While some successful vaccines include the entirety of the virus of interest, either in a killed or inactivated form, candidate HIV vaccines generally include only a piece of the virus, for safety reasons. Either pieces of viral DNA or proteins can be used, although many trials have focused on DNA vaccines. A study led by Dr. Barney Graham, Chief of the Viral Pathogenesis Laboratory and Clinical Trials Core Laboratory at the National Institute of Allergy and Infectious Diseases, along with VIDD co-director Dr. Julie McElrath and VIDD member Dr. Ann Duerr and colleagues, examined a candidate HIV vaccine using protein pieces, or peptides, from different parts of the HIV Envelope protein and formulated with a potent adjuvant. These peptides were designed to stimulate immune responses from CD4+ T cells, CD8+ T cells, and antibodies.
The researchers enrolled 24 volunteers in a small clinical trial designed to address the vaccine’s safety, with a secondary objective to determine vaccine recipients’ immune responses elicited by the vaccine. Although the vaccine showed no ill effects in animal studies, this trial was stopped early because six of the vaccine recipients developed side effects: four had pain and abscesses at the site of injection, and two had headache, chills, nausea, and myalgia following vaccination. Although the trial originally planned three injections and participants completed only one or two before it was stopped, the researchers could still assess the immunogenicity elicited by the abbreviated vaccination schedule. They found that most vaccinees had good antibody responses, and a few showed detectable T cell responses as well. Future studies using novel adjuvants will have to be carefully designed to avoid such negative side effects.

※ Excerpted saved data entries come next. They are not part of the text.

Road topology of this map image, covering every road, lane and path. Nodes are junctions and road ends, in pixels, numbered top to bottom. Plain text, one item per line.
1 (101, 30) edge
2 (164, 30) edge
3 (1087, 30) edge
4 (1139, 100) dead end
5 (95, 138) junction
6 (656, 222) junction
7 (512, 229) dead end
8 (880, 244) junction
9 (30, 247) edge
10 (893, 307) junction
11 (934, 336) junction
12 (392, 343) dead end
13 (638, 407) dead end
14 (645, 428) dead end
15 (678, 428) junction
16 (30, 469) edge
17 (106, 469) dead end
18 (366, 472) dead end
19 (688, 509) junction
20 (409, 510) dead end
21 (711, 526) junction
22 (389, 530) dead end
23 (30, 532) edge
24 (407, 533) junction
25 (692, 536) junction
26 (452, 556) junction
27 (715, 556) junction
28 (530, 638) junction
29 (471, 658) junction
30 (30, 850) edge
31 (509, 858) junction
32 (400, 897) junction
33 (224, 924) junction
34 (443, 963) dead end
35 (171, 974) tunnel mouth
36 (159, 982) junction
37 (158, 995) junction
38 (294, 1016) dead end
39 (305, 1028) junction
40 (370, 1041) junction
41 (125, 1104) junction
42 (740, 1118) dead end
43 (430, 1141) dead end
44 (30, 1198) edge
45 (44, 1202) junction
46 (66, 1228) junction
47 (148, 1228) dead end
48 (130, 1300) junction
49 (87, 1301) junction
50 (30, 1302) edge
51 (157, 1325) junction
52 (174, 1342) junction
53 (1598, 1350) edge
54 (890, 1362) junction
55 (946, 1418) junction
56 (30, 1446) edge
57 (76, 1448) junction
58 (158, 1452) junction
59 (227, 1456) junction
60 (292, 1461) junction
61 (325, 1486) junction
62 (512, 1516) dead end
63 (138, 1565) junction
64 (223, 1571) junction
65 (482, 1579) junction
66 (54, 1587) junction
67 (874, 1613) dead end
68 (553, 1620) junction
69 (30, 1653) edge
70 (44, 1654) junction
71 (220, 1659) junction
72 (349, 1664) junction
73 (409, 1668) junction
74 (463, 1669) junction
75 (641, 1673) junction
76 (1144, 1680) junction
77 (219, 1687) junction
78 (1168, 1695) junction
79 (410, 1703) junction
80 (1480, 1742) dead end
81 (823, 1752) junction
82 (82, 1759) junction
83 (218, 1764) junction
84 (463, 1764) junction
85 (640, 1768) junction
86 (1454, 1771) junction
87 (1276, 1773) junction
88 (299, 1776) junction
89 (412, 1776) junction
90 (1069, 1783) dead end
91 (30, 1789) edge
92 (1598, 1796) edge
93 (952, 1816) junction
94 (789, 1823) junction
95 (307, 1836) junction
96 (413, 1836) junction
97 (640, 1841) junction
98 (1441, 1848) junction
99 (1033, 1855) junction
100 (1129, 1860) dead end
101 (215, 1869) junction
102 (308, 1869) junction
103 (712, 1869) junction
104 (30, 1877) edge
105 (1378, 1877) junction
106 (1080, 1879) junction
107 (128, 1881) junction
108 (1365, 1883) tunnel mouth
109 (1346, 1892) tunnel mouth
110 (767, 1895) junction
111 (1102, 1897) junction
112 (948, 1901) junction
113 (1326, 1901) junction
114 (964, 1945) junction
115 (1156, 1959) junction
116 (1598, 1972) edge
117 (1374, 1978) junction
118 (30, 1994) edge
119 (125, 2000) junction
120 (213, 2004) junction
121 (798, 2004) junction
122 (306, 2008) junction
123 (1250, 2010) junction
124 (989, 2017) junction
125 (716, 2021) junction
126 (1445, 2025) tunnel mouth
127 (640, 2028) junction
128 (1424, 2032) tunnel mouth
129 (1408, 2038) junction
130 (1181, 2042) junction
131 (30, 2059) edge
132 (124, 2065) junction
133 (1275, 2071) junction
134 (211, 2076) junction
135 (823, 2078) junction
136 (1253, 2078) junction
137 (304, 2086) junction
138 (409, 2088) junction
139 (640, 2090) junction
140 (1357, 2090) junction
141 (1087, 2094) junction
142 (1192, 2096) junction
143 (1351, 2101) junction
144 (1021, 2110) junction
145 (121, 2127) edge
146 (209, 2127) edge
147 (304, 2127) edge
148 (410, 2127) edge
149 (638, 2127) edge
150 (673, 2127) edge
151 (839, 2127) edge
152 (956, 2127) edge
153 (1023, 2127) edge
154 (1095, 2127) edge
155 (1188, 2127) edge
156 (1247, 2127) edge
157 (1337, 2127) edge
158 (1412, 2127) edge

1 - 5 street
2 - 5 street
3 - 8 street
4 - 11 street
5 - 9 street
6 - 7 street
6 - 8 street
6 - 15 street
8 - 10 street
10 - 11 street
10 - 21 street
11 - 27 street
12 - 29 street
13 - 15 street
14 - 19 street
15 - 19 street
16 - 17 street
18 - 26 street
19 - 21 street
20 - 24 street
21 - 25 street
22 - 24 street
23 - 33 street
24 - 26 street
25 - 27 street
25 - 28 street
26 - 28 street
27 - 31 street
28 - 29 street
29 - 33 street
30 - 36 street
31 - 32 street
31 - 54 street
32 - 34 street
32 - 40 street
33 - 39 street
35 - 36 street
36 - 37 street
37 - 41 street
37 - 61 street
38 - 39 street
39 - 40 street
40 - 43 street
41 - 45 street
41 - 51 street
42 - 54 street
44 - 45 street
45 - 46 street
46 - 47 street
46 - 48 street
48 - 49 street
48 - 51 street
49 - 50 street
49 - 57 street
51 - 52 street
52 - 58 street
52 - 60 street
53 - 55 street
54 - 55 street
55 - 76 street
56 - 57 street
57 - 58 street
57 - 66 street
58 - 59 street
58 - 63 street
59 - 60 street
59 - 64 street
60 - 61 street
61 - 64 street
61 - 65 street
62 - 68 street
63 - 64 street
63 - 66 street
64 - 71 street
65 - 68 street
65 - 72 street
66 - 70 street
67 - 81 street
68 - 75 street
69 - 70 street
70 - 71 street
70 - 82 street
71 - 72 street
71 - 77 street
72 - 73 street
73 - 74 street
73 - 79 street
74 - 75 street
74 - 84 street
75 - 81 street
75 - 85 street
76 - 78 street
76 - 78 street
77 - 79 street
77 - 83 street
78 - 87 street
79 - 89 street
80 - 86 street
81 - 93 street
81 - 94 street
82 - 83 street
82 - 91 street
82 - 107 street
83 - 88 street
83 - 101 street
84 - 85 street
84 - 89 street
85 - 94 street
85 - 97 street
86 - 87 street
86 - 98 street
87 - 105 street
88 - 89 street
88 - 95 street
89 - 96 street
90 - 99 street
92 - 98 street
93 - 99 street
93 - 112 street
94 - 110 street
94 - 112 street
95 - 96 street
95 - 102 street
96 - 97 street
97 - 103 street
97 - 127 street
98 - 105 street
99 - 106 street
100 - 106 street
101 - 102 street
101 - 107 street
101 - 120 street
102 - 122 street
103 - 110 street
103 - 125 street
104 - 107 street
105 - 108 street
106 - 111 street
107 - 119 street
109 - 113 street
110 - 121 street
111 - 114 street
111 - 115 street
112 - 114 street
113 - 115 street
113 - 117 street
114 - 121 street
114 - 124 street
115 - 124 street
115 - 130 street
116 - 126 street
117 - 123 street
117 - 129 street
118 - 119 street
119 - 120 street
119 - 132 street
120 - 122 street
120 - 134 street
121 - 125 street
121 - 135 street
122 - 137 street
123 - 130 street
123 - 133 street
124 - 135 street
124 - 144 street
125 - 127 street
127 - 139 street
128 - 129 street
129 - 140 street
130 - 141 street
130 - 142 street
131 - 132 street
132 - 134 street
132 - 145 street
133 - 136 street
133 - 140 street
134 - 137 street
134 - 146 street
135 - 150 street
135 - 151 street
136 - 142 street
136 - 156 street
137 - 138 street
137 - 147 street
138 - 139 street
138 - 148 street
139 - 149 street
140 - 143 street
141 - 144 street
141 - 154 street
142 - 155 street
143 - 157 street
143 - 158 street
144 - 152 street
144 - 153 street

Graham BS, McElrath MJ, Keefer MC, Rybczyk K, Berger D, Weinhold KJ, Ottinger J, Ferarri G, Montefiori DC, Stablein D, Smith C, Ginsberg R, Eldridge J, Duerr A, Fast P, Haynes BF; AIDS Vaccine Evaluation Group. Immunization with cocktail of HIV-derived peptides in montanide ISA-51 is immunogenic, but causes sterile abscesses and unacceptable reactogenicity. PLoS One. 2010 Aug 10;5(8):e11995.